The Ins and Outs of International Etiquette
How to best avoid insulting people in countries across the globe
-In China, loudly slurping your tea is considered a rational way to cool it off rather than burn your lips and mouth.
-In China, use chopsticks to take food from the serving plate and then place the food atop your rice — never from plate to your mouth. Do not rattle your chopsticks on the rice bowl, which means you and your descendants will always be poor.
-In Thailand, don’t ask for chopsticks; Thais use forks and spoons to eat.
-In Greece, never arrive less than half an hour late for dinner, which never begins before 9 PM.
-In Italy, do not wait for everyone to be served his pasta before eating yours. “Amici e pasta, se non sono caldi, non sono buoni” means “If friends and pasta are not warm, they are not good.” (Photo: Flickr/nickdawg2000)
-In Italy, do not ask for a tablespoon to help you swirl spaghetti onto your fork. Only a non-Italian would do that.
-Never bring a gift of wine to a hostess in Italy or Portugal, where it is considered an insult to the host’s generosity.
-In Japan, eat one mouthful of rice for every two of meat. Do not lean your chopsticks on the food plates or bowls. Never pass food to another person with chopsticks, because at funerals Buddhists pass cremated bones of the deceased between family members.

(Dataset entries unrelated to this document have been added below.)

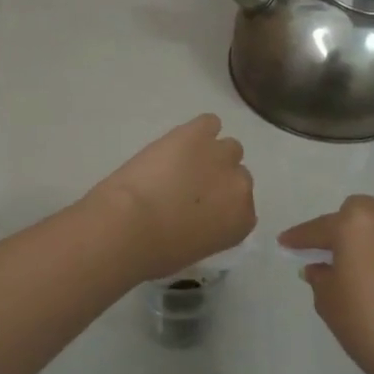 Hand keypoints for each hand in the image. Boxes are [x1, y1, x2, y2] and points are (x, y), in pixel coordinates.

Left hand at [85, 114, 256, 282]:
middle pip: (238, 174)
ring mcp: (221, 155)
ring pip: (228, 147)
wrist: (130, 224)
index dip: (221, 204)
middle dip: (217, 179)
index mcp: (241, 220)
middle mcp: (240, 186)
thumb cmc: (156, 251)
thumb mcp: (193, 250)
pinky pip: (209, 122)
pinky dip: (197, 130)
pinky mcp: (197, 133)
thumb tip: (196, 218)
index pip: (243, 206)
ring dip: (209, 154)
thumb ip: (207, 230)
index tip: (202, 208)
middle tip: (189, 187)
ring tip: (183, 162)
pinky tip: (180, 141)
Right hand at [280, 196, 373, 373]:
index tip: (287, 243)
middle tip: (338, 253)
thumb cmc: (367, 325)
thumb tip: (320, 266)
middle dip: (346, 228)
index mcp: (354, 223)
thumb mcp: (328, 301)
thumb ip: (320, 275)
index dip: (300, 238)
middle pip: (360, 213)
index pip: (319, 228) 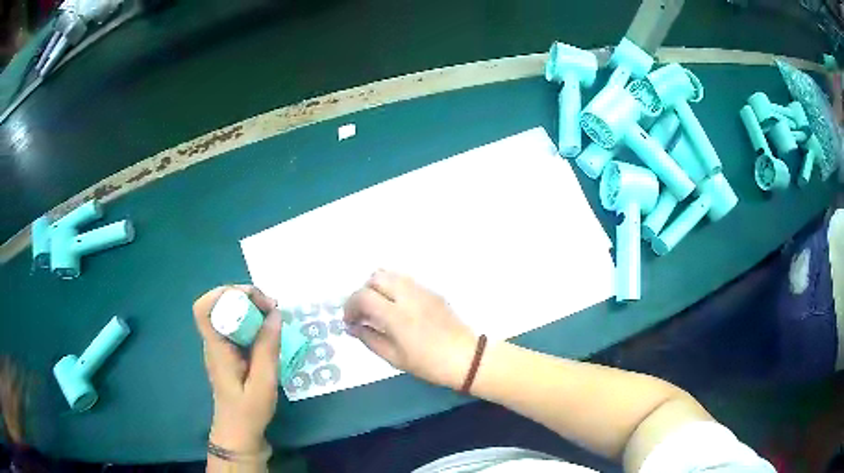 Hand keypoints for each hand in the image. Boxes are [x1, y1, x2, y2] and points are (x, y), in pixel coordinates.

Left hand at [193, 285, 281, 452]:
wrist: (239, 432)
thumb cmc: (248, 411)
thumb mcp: (263, 382)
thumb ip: (267, 348)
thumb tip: (275, 313)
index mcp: (217, 348)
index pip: (203, 309)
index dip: (223, 294)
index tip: (252, 298)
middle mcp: (215, 342)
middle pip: (219, 305)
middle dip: (245, 297)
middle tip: (272, 307)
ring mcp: (221, 346)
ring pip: (229, 313)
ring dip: (251, 307)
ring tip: (275, 315)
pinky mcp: (230, 352)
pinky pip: (238, 326)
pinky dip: (253, 321)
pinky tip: (270, 330)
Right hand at [343, 270, 476, 389]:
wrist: (466, 358)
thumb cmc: (429, 364)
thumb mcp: (394, 358)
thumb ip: (370, 339)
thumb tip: (353, 327)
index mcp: (396, 315)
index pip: (363, 296)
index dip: (350, 306)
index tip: (350, 321)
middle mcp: (408, 296)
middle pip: (376, 277)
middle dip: (363, 292)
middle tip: (363, 313)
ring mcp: (422, 291)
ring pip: (391, 275)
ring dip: (378, 287)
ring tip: (379, 309)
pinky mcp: (432, 292)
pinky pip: (406, 281)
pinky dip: (394, 288)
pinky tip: (397, 309)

-In Russia do not sip vodka. Knock it back, and only when the host offers a toast.
-When served caviar, do not ask your Russian host for condiments like onion or chopped egg, which Russians consider a barbaric way to mask the purity of sturgeon roe. Caviar is eaten on blini pancakes smeared with melted butter or with a mother of pearl spoon. (Photo: Flickr/jlastras)
-In Switzerland, when dipping your fork into fondue, never let the tines protrude through the bread or food and touch the fondue itself. Also, bite off the food from the fork without your mouth touching the tines.